• Supplied information

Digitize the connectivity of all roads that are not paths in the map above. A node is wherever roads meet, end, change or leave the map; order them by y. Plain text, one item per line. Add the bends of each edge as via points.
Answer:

---

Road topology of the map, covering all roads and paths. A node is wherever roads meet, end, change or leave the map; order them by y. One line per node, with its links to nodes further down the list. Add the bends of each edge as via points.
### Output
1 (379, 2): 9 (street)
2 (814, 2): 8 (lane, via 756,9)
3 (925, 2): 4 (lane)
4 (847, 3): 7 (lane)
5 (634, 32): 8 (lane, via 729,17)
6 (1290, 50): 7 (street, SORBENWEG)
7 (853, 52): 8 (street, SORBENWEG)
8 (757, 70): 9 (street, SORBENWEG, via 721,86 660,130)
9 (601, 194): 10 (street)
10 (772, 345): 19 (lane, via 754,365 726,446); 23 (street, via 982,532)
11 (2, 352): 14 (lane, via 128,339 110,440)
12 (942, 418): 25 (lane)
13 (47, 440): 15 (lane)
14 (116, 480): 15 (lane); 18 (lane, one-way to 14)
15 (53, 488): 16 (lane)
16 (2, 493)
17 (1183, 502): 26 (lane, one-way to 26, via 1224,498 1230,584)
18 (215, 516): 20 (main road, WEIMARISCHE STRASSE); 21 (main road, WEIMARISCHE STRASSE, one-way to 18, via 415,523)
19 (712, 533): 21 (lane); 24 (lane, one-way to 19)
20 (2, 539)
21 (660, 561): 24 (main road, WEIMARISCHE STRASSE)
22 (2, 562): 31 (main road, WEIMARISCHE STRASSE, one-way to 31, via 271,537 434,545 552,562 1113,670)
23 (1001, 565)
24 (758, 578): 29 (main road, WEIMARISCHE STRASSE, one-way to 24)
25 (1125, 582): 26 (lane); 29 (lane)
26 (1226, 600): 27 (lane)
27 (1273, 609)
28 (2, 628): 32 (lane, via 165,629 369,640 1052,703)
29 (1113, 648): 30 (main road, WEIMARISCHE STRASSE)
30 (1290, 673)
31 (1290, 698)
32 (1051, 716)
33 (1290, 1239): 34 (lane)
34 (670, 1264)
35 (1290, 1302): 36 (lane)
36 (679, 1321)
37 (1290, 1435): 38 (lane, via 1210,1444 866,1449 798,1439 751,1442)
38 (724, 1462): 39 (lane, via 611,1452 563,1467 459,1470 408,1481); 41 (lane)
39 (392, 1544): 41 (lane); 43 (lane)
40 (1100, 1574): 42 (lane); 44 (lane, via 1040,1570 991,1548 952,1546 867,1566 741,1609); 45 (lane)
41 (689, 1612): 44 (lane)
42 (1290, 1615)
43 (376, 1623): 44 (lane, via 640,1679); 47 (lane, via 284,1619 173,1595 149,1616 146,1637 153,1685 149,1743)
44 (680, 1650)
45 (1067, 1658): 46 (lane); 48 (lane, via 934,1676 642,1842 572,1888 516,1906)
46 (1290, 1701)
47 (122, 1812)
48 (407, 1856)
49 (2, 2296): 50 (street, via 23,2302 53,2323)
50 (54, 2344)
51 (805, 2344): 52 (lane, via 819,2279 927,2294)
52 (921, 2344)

==

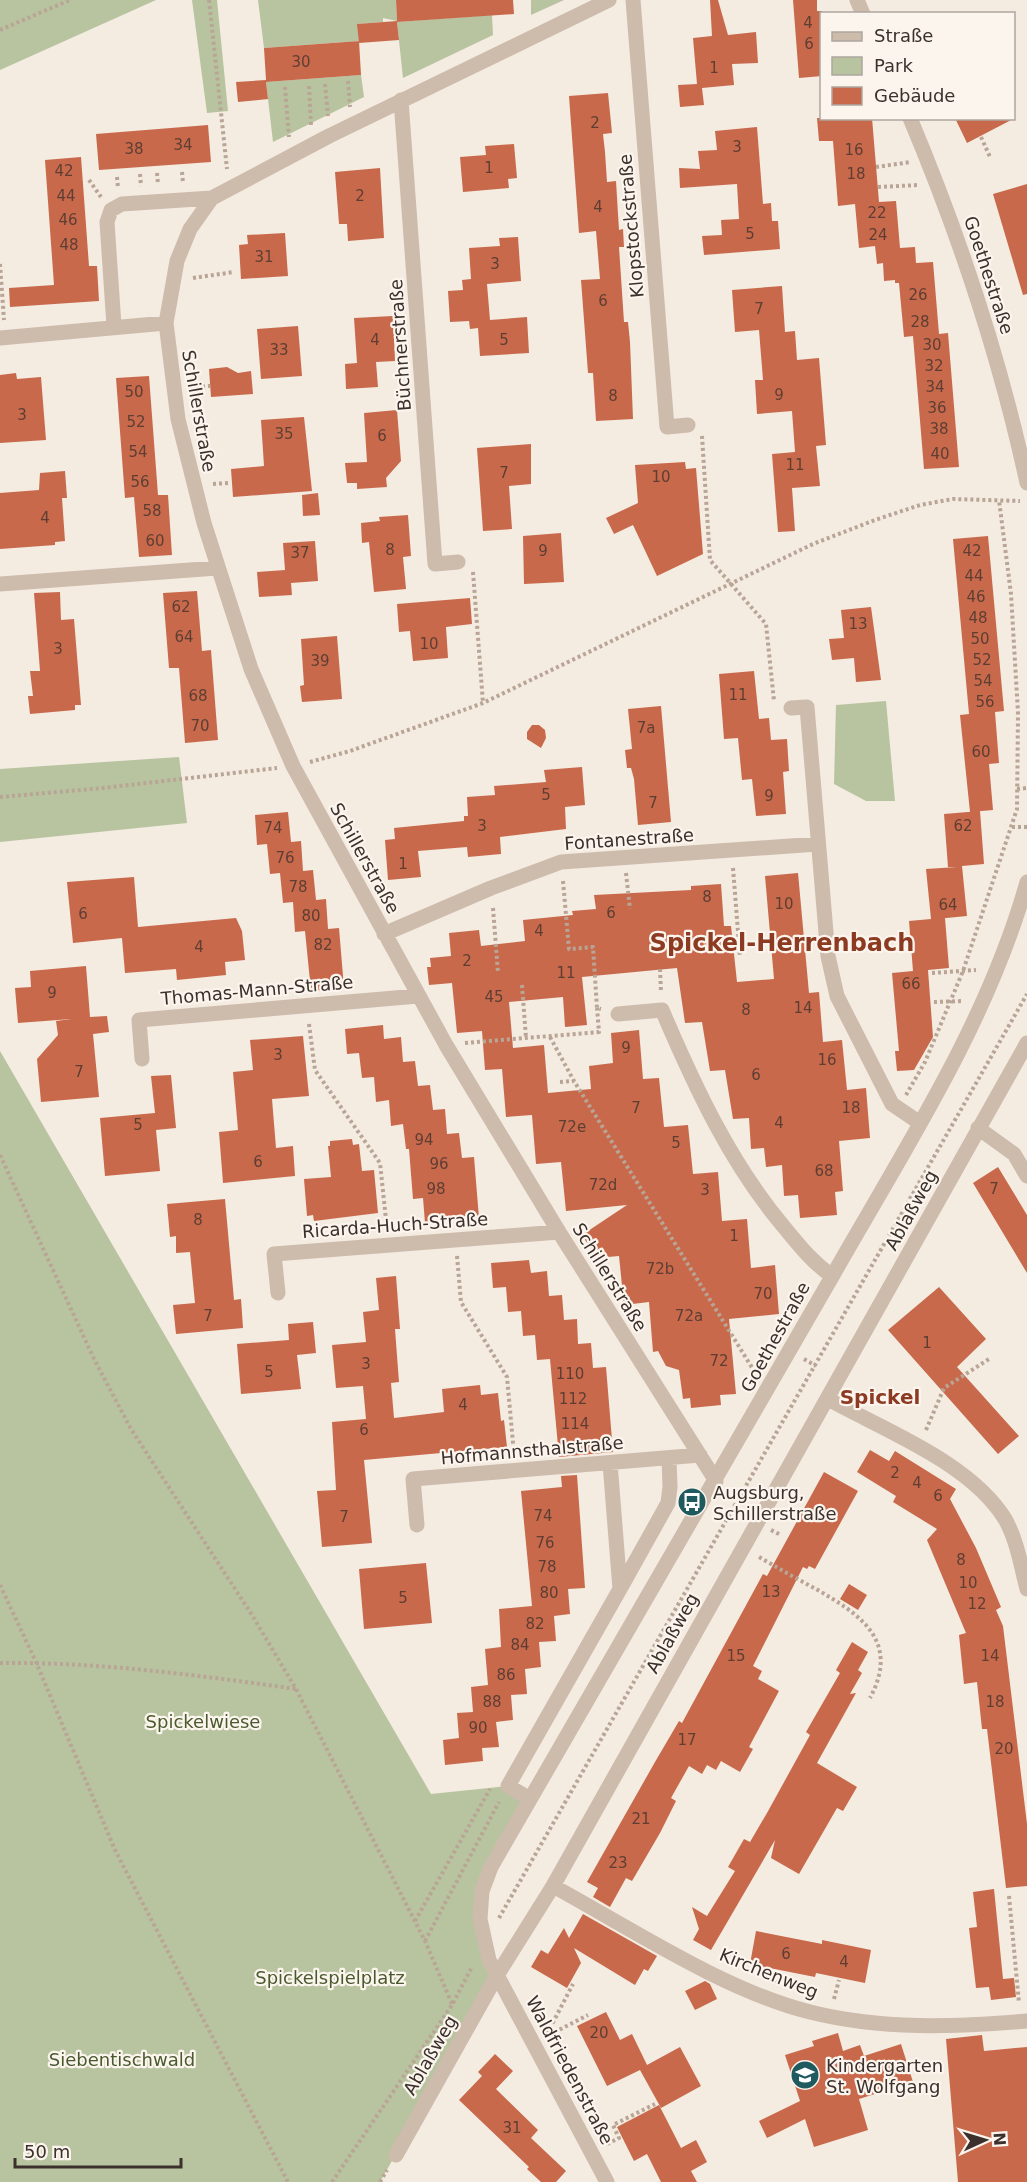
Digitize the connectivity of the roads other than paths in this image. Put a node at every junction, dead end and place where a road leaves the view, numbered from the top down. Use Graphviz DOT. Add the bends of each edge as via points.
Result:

• Your instructions
Nothing but a number belongs in the answer, namely how many lines above include "change".

• Task response
2